Air Force Staff Sergeant Sara Baker called it a testament to the medical training the BDF is providing its medics. "It's clear that they've had great training and brought it to the table," she said. "They have just blown us away."
BDF Marine Lance Corporal Oarabile Lesefedi, a paramedic who received the training, said he was amazed to see how the U.S. forces essentially transformed a military aircraft into a flying ambulance.
"This a big benefit, because it means that patients can be extracted more quickly and be moved in a way that is fast, very reliable and can take a lot of patients," he said. "If we are able to adapt these techniques, it can save lives."
Remick, the medical task force commander, said lessons being shared during Southern Accord and Medlite will go a long way toward helping the BDF build similar capabilities within its own force.
"This is a very exciting proposition to see how it will develop," he said. "There is a lot of exciting potential in this country."
The BDF graduated its first class of medics in 2009, and has instituted combat lifesaver and intermediate lifesaver certification programs, said Botswana Defense Force Lieutenant Colonel (Dr.) Aubrey Kadiwa. However, it has no equivalent of a battalion aid station or forward surgical team, and the military as well as civilian trauma-care systems are still evolving.
Kadiwa, a BSF doctor for the past seven years, emphasized that traditional military training alone isn't enough to make the evolving BDF medical corps combat-ready.
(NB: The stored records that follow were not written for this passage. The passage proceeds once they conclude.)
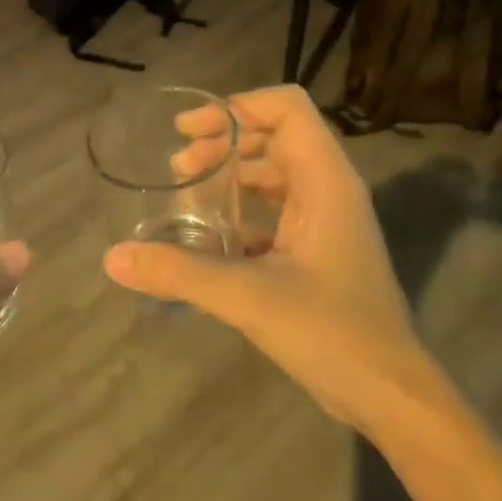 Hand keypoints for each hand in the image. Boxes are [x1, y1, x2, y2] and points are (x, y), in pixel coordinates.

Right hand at [102, 85, 446, 430]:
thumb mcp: (248, 298)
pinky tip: (208, 236)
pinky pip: (275, 211)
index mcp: (326, 182)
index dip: (236, 107)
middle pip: (276, 136)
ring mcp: (326, 222)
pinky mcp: (318, 252)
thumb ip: (179, 272)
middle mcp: (330, 191)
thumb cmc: (331, 333)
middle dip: (224, 141)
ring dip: (231, 174)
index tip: (187, 131)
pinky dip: (241, 210)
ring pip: (275, 174)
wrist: (387, 393)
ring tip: (185, 191)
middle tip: (176, 167)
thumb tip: (113, 257)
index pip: (286, 109) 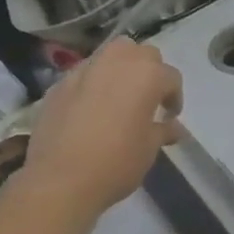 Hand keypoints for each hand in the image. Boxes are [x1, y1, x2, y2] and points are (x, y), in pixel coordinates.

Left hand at [24, 39, 183, 213]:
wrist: (60, 180)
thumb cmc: (117, 162)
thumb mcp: (149, 148)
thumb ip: (163, 130)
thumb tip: (174, 128)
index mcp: (146, 75)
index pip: (170, 76)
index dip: (174, 97)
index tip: (170, 117)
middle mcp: (116, 63)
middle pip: (142, 54)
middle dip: (149, 71)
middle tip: (148, 99)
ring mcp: (84, 70)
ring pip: (111, 55)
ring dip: (121, 69)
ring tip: (120, 96)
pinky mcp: (59, 84)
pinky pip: (85, 73)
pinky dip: (94, 82)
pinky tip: (91, 108) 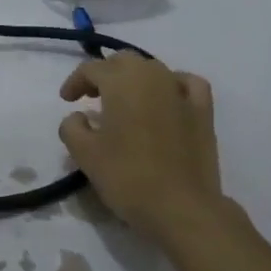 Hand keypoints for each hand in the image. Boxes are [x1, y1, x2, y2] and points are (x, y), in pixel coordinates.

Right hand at [57, 53, 236, 243]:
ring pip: (154, 69)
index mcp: (122, 82)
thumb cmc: (127, 177)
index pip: (92, 69)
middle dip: (105, 73)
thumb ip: (72, 127)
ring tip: (124, 101)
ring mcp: (181, 92)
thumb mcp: (84, 154)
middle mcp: (153, 77)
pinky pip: (186, 83)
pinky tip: (166, 98)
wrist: (182, 208)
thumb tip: (79, 117)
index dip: (75, 81)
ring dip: (134, 78)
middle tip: (91, 96)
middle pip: (124, 61)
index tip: (66, 100)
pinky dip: (172, 84)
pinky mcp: (204, 111)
"What you learn in medical school when you train as a doctor doesn't reflect what actually happens on the battlefield," he said.
Kadiwa welcomed the opportunity to train with U.S. military medics, many with combat deployments under their belts, during Southern Accord.
"What the Americans have learned in Afghanistan and Iraq is very different [from traditional medical] modalities. It's not text book," he said. "So there is a true benefit for us, being able to learn what they have learned."